Goal of the exercise:
Below is a listing. Copy each line of it that holds the word "Ouest".

Data extracts:
◆ ◆ ◆ ◆ ◆

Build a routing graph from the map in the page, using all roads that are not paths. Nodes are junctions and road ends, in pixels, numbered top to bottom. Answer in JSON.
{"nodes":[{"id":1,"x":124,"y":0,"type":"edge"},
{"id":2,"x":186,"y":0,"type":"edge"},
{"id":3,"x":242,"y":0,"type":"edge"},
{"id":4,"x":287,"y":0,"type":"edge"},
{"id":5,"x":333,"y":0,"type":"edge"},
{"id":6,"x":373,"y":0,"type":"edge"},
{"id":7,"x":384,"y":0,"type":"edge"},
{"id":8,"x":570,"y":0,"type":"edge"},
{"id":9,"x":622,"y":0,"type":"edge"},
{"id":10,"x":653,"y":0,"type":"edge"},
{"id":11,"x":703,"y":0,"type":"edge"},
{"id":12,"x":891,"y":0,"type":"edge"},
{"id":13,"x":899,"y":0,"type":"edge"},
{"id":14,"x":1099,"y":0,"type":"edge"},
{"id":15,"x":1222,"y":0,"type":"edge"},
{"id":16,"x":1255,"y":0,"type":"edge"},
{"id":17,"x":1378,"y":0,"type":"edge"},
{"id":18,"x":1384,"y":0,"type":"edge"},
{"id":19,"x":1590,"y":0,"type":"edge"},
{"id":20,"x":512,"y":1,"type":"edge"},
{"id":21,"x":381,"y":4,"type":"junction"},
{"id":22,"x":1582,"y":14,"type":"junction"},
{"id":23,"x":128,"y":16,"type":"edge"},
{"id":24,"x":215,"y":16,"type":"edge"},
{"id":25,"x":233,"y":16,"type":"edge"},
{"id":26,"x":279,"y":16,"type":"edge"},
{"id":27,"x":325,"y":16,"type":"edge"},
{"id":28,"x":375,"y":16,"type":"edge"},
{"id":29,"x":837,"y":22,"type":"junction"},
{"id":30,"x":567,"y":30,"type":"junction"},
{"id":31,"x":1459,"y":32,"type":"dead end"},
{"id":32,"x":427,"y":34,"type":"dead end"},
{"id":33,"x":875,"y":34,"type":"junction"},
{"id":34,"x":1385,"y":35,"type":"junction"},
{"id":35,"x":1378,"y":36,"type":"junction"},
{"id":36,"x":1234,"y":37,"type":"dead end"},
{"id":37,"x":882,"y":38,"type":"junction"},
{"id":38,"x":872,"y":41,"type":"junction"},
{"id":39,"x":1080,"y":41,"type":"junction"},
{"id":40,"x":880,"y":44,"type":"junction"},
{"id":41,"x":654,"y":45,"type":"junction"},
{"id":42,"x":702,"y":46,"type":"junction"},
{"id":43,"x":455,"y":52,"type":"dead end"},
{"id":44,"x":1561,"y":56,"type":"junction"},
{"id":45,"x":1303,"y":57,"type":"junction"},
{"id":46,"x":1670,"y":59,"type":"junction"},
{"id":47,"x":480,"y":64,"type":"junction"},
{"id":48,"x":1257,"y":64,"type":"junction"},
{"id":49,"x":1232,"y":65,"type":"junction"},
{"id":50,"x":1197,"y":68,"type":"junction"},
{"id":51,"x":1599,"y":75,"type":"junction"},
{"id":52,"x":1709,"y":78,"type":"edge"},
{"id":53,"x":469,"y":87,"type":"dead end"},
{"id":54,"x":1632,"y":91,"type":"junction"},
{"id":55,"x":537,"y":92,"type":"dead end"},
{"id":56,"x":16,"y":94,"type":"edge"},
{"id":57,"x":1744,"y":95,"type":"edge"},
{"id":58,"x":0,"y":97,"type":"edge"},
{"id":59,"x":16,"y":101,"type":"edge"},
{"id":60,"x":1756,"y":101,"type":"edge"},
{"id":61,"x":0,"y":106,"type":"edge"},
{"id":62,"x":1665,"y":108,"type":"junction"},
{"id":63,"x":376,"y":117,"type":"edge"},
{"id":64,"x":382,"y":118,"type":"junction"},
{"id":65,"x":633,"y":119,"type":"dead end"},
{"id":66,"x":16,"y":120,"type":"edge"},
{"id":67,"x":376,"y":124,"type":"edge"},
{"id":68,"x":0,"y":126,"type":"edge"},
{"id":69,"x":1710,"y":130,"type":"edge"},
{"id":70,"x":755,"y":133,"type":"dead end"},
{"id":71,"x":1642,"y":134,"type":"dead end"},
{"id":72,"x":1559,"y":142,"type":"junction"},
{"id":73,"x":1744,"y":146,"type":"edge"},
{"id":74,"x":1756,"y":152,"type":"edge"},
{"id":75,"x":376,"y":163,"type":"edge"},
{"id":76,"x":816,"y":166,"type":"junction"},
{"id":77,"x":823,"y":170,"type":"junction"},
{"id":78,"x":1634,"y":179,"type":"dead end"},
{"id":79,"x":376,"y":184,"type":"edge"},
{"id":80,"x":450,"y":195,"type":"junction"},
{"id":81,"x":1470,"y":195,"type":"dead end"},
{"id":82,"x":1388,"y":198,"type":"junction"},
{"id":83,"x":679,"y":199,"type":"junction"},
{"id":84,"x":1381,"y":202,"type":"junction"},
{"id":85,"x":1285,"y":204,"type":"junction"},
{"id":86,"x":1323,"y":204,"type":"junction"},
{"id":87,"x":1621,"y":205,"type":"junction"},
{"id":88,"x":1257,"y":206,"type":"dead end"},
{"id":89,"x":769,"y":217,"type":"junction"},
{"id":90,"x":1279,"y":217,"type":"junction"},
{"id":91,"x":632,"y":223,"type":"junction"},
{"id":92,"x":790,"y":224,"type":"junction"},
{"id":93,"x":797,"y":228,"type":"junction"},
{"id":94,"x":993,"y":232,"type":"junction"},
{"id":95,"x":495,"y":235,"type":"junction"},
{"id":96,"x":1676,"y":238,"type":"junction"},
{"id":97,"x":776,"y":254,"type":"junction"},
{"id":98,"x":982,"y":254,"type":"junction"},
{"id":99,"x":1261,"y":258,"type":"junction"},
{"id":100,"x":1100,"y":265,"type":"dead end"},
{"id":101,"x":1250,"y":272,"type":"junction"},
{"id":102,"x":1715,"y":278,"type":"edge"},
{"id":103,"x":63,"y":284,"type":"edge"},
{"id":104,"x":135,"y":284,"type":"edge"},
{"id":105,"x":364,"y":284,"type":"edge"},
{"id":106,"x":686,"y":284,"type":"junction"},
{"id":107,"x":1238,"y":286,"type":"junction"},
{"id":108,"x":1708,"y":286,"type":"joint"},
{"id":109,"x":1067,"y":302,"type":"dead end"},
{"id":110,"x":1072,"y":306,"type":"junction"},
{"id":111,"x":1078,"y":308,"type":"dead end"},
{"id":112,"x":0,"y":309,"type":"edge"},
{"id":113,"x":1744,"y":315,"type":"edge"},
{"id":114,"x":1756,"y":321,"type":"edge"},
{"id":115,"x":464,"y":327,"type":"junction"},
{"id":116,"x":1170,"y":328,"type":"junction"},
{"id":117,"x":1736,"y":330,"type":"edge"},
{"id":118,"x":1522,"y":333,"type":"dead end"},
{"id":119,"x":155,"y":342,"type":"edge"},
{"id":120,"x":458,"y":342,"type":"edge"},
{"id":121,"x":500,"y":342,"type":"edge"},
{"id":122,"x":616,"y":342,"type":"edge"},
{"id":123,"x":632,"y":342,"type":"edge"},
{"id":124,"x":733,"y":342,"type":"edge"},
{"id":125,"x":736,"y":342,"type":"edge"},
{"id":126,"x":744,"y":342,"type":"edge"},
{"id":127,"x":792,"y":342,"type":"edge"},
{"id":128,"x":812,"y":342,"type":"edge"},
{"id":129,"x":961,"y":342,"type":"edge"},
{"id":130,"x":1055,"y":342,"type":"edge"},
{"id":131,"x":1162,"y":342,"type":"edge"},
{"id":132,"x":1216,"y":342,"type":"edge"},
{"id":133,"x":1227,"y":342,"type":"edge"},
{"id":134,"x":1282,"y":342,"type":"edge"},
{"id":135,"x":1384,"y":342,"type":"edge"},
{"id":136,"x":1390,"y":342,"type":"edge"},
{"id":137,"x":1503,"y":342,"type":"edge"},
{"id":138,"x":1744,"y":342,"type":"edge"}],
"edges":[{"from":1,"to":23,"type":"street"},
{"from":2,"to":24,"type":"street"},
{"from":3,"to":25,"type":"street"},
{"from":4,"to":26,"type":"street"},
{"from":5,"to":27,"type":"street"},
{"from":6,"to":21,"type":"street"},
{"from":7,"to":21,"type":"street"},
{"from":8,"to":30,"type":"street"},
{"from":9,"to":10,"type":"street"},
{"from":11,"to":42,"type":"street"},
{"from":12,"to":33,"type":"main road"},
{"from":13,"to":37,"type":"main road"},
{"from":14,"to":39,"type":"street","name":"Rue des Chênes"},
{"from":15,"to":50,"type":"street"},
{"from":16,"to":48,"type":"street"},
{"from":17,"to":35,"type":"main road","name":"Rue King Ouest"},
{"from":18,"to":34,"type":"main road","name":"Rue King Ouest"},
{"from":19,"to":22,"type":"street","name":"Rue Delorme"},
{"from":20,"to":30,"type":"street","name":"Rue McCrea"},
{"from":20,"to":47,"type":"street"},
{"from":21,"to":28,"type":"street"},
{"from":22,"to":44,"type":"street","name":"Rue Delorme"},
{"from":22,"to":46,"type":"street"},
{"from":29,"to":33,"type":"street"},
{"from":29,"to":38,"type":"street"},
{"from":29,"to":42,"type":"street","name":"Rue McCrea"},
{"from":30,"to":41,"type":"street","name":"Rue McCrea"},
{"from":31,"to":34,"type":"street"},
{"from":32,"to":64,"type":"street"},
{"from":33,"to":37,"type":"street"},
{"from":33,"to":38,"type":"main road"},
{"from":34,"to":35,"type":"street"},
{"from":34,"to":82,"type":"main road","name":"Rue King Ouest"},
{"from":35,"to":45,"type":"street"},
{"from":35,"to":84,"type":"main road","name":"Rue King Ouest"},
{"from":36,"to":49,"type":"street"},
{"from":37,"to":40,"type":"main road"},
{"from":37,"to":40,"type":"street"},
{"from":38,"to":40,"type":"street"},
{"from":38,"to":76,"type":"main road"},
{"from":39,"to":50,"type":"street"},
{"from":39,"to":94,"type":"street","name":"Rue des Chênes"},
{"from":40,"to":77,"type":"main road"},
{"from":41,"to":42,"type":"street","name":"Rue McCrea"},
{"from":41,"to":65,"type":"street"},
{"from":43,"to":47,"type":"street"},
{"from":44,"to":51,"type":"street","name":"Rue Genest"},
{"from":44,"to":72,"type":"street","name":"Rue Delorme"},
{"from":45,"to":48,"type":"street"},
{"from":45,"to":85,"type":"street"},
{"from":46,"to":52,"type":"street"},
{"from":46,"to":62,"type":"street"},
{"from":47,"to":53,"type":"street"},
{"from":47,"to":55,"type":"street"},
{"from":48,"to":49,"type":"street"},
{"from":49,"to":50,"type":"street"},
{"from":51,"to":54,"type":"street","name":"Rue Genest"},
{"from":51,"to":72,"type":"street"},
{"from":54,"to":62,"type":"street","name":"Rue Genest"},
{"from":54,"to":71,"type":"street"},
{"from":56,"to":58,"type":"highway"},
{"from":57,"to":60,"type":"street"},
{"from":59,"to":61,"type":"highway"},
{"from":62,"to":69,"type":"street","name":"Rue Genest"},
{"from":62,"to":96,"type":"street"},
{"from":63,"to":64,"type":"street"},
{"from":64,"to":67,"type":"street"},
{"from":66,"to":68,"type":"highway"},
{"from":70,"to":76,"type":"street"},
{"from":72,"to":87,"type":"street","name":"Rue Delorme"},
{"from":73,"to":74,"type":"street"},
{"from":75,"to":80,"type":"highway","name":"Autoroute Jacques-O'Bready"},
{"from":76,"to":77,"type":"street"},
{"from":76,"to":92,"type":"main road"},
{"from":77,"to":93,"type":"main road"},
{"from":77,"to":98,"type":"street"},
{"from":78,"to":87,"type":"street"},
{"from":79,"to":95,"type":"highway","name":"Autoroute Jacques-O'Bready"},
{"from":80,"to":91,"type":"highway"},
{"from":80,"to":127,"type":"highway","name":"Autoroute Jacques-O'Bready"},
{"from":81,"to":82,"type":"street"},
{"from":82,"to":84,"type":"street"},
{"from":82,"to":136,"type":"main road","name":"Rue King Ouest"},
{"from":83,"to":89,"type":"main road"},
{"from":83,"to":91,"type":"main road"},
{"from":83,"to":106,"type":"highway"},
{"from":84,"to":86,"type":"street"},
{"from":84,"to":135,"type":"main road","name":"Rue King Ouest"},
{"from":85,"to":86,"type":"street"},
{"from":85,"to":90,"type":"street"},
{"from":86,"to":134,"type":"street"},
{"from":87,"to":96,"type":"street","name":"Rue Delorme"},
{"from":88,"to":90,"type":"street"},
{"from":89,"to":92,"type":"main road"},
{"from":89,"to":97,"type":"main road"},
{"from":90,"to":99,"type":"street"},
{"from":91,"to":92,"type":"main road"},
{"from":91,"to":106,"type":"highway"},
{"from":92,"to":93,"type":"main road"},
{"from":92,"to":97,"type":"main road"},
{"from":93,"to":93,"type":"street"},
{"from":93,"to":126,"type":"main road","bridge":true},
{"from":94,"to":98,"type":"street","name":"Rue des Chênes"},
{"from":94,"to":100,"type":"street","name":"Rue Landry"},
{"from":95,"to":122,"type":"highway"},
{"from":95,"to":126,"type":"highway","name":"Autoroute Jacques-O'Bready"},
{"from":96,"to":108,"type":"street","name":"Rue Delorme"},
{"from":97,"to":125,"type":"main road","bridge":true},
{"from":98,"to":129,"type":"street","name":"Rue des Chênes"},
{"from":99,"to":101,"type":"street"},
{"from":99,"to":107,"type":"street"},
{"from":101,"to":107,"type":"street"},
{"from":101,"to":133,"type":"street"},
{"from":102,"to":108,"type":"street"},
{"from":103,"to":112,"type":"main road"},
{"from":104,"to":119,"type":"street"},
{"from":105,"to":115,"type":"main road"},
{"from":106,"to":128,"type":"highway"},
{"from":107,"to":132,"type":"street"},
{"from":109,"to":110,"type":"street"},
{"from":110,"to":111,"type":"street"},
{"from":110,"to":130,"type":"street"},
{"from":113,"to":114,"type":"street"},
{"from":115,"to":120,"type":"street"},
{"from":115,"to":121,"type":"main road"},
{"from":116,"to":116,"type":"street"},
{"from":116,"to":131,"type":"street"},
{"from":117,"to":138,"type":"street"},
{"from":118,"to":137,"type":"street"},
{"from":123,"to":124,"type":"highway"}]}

◆ ◆ ◆ ◆ ◆

Reply:
{"from":17,"to":35,"type":"main road","name":"Rue King Ouest"},
{"from":18,"to":34,"type":"main road","name":"Rue King Ouest"},
{"from":34,"to":82,"type":"main road","name":"Rue King Ouest"},
{"from":35,"to":84,"type":"main road","name":"Rue King Ouest"},
{"from":82,"to":136,"type":"main road","name":"Rue King Ouest"},
{"from":84,"to":135,"type":"main road","name":"Rue King Ouest"},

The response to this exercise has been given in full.